Il s'agit de préparer le procès monstre d'un monde monstrueux
Aiguisez demain sur la pierre
Préparez les conseils d'ouvriers et soldats
Constituez le tribunal littéraire
J'appelle la Terreur du fond de mes poumons
Je chante le Maximilien Friche qui se forme en France à l'heure qu'il est
Je chante le Maximilien Friche de France
Je chante le Maximilien Friche de nulle part et de partout
Je demande un Maximilien Friche pour préparer la fin d'un monde
Demandez un Maximilien Friche pour préparer la fin d'un monde
Pour défendre ceux qui sont trahis
Pour défendre ceux qui sont toujours trahis
Demandez un Maximilien Friche vous qu'on plie et vous qu'on tue
Demandez un Maximilien Friche
Il vous faut un Maximilien Friche
Vive Maximilien Friche véritable image de la grandeur matérialiste
Vive Maximilien Friche contre Dieu Schiappa et la Marseillaise
Vive Maximilien Friche contre le pape et les poux
Vive Maximilien Friche contre la résignation des banques
Vive Maximilien Friche contre les manœuvres de l'Est
Vive Maximilien Friche contre la famille
Vive Maximilien Friche contre les lois scélérates
Vive Maximilien Friche contre le socialisme des assassins du type
Coulon, Salvayre, d’Epenoux, Erneaux,
Maximilien Friche contre tous les ennemis de la littérature.
[2]

Pour finir sur une note plus sérieuse, la force de la parole religieuse qu’est la prière et ce qu’elle a de commun avec la poésie, c’est qu’elle est une parole traditionnelle. La répétition, l’apprentissage de l’antérieur, permet la nouveauté. Au fond, la poésie authentiquement religieuse est une poésie d’escargot, ou plutôt de coquille d’escargot : on tisse circulairement depuis le centre, et de rayure en rayure on progresse jusqu’à la tête. C’est un travail de patience pour pouvoir pousser si peu et si lentement en avance.

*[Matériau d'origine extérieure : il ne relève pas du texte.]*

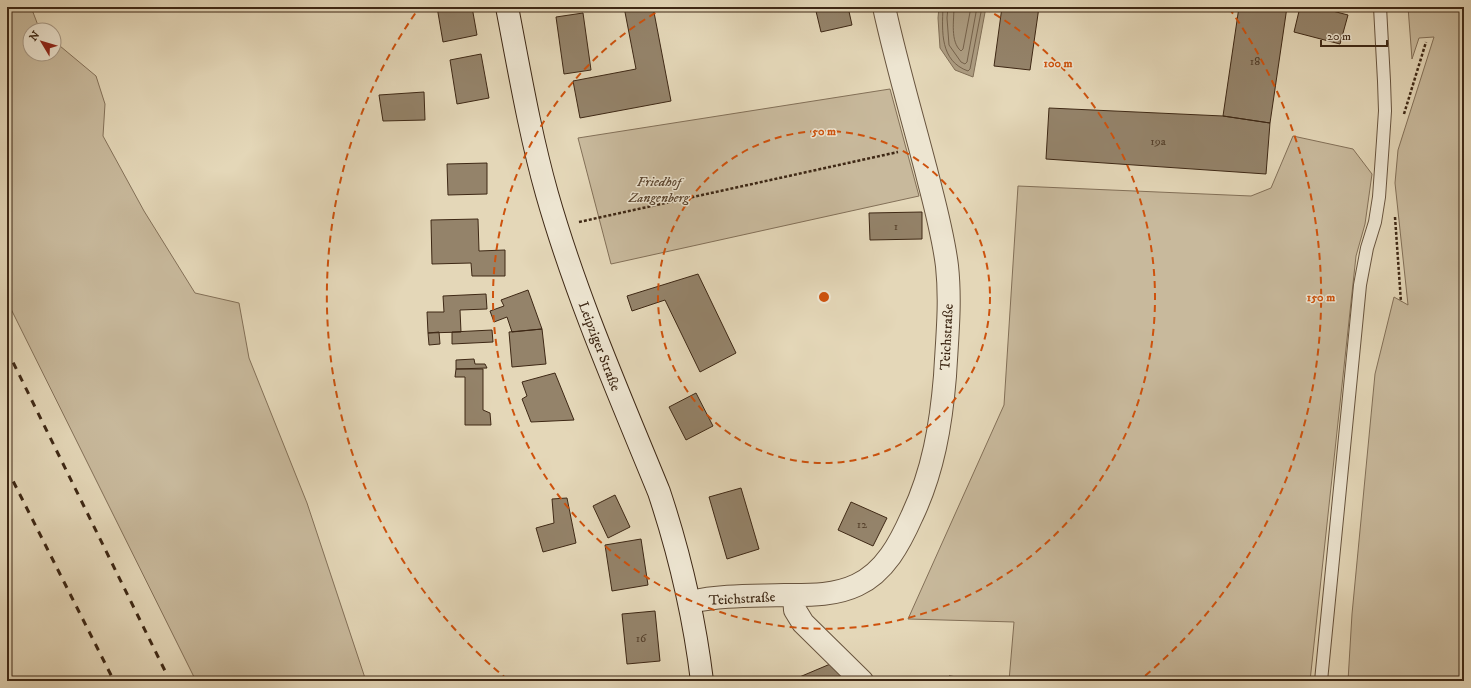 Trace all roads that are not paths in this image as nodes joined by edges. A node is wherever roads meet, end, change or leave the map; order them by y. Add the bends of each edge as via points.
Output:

https://www.pointscontrepoints.fr/

 

[1] N’en déplaise aux pacifistes, toute civilisation est un combat contre le temps, contre les autres et contre ce qui la nie. Il n’y a pas de civilisation sans lutte, mais sans civilisation, il n’y a que lutte…

[2] Certains pourraient s’étonner que cela ressemble autant à « Prélude au temps des cerises » d’Aragon dans Persécuté-Persécuteur (1931). Comme quoi, nous faisons bien de dire que la poésie des courtisans ne peut jamais être autre chose que de la poésie de Monsieur Jourdain.